Célia mit sa main devant sa bouche pour retenir le furieux fou rire qui la secouait. Aurore souriait de toutes ses dents et Inés remettait ses lunettes rondes en place et tentait, vainement, de se cacher derrière ses longs cheveux bruns pour éviter le regard de Thibault. Julie, elle, hésita un instant entre bouder, se mettre en colère, ou tenter de se décontracter un peu.
— Oui, finit-elle par admettre. Tu es le nouveau qui aime les BDs, c'est ça ? tenta-t-elle de dire, mais sa voix avait pris une intonation curieusement aigüe.
— Tout à fait, j'adore les Légendaires, et sinon je lis des mangas. L'attaque des Titans, tu connais ?
— Je connais, et j'adore les deux ! Je rêve de faire partie du bataillon d'exploration !
Oubliant toute sa timidité, Julie parla avec Thibault durant toute la pause des Titans, disputant son opinion sur qui de Eren, Mikasa et Livaï était le plus puissant. Le garçon était un fan inconditionné de Mikasa, mais Julie préférait de loin Livaï. Tout le monde savait qu'il était le meilleur ! Ce ne fut que lorsque la cloche indiqua la fin de la récréation que Julie remarqua que ses amis l'avaient lâchement abandonnée à son sort. Elle ne leur en voulait pas.
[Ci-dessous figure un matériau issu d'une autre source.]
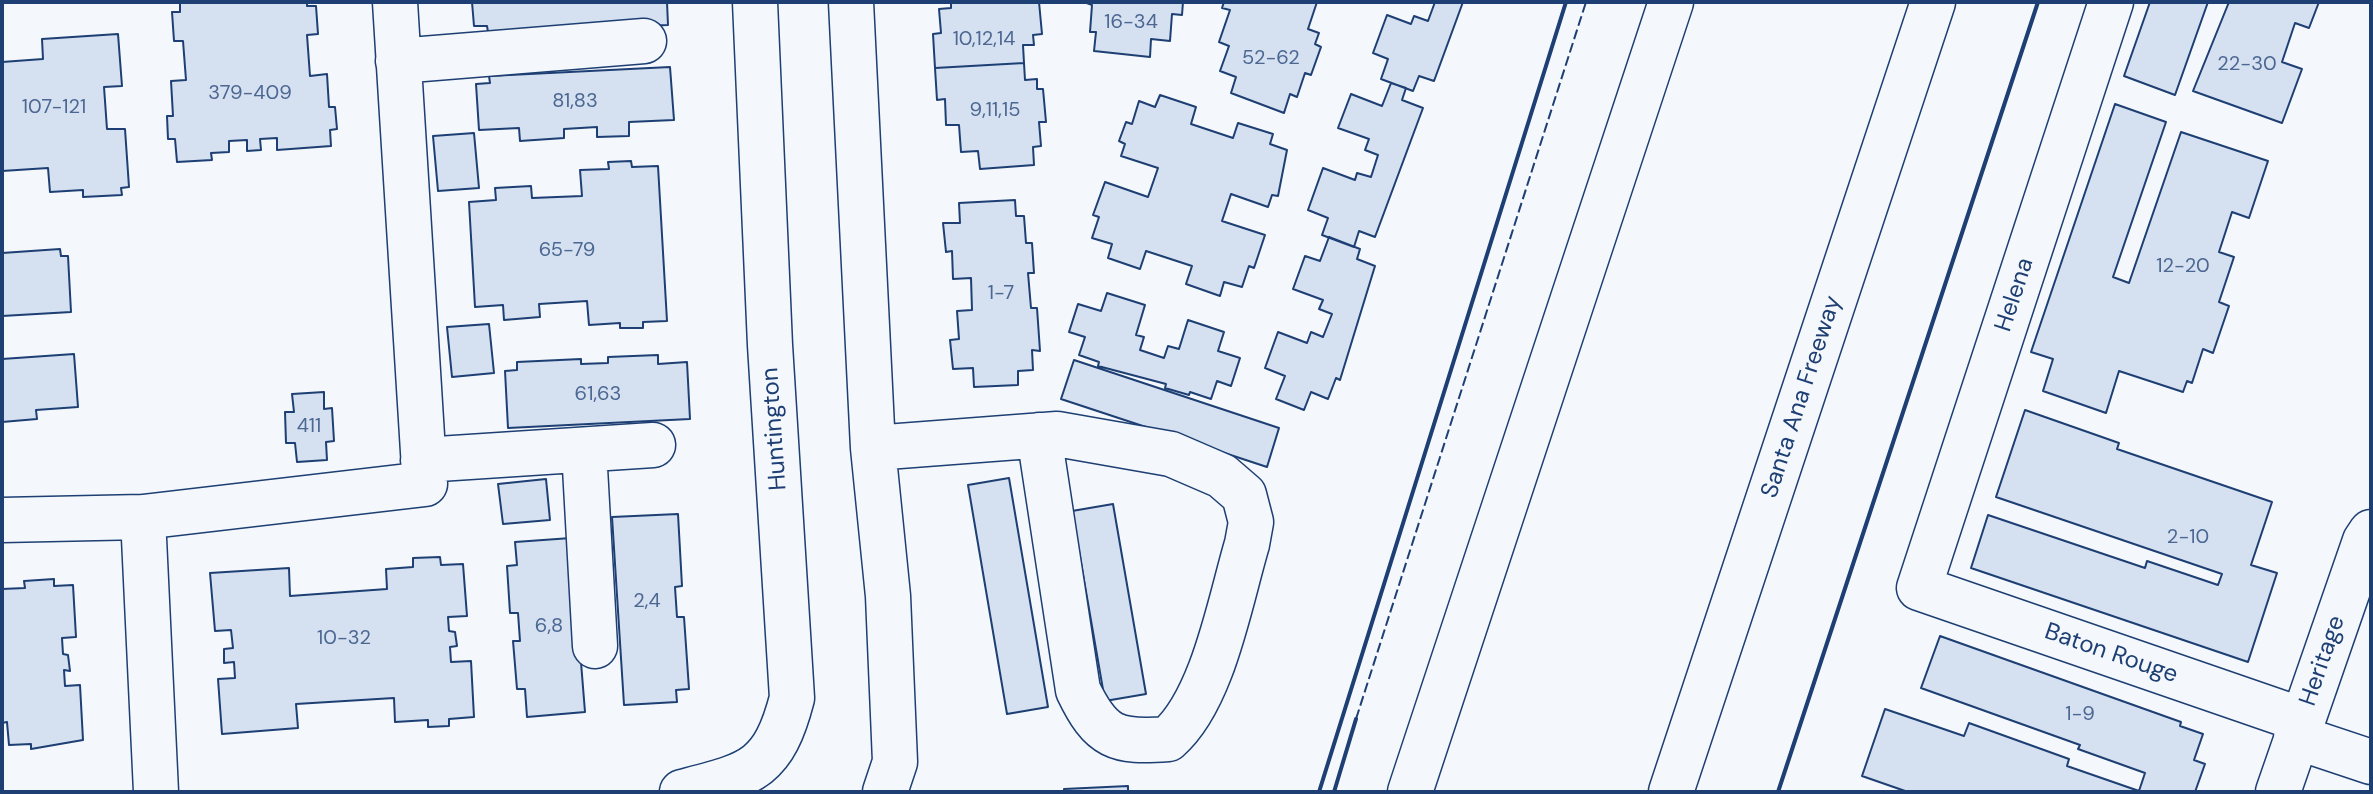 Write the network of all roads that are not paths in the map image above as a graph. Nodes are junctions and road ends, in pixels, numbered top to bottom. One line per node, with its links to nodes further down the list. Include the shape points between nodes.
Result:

Le tête à tête avec Thibault lui avait donné des frissons, et rien que le souvenir de sa voix grave et douce, ses cheveux en bataille et ses yeux pétillants derrière ses lunettes la faisait rougir.
De retour en cours, de français cette fois, Célia lui secoua le bras.
— Vous étiez très mignons tous les deux, dis donc ! murmura-t-elle en pouffant, le brouhaha ambiant voilant sa voix aux oreilles du professeur.
— Roooh, ça va hein ! T'étais pire avec Ed'.
— Oh m'en parle pas ! C'était d'un ridicule ! Mais là, on parle de toi. C'est quoi la prochaine étape du plan ?
— Il n'y en a pas, imagine qu'il me trouve envahissante avec mes BDs et mes mangas ! Je l'ignore, on en reste là.
— Quoi ? Tu te fous de moi ?
La mine catastrophée de son amie la fit sourire, mais elle ne démordrait pas. Il n'y avait guère que ses amis pour la supporter au quotidien ! Et Julie ne voulait pas effrayer la première personne qui lui plaisait. Avant qu'elle ne puisse l'expliquer à sa meilleure amie, la main de leur professeur s'abattit avec violence sur son bureau.
— Taisez-vous ! ordonna M.Atlade.
Aussitôt, un bruit de mort s'installa dans la salle de classe. Julie regarda en direction d'Emeric, qui semblait d'un coup trouver le plafond passionnant. A la place, elle rencontra le regard brun et chaud de Thibault, qui lui adressa un sourire rassurant. Aussitôt, elle se détourna pour cacher le rouge qui montait à ses joues.
— Toi, continua le professeur en désignant la dénommée Eugénie. Tu changes de place avec Emeric. J'en ai marre d'entendre vos deux voix !
Eugénie se leva, l'allure haute et fière. Elle récupéra ses affaires, puis aperçut sa nouvelle place, abandonnée par un Emeric agacé. Aussitôt, un sourire éblouissant, adressé à Thibault, s'épanouit sur ses lèvres rosées. Un sentiment de haine incontrôlable s'empara de Julie, tandis qu'Eugénie ramenait sa chevelure châtain parfaitement coiffée en arrière. De ses cils réhaussés d'un trait d'eye-liner noir à ses ongles manucurés avec grand soin, elle était indéniablement jolie. Et ça, ce n'était pas bon. Pas bon du tout.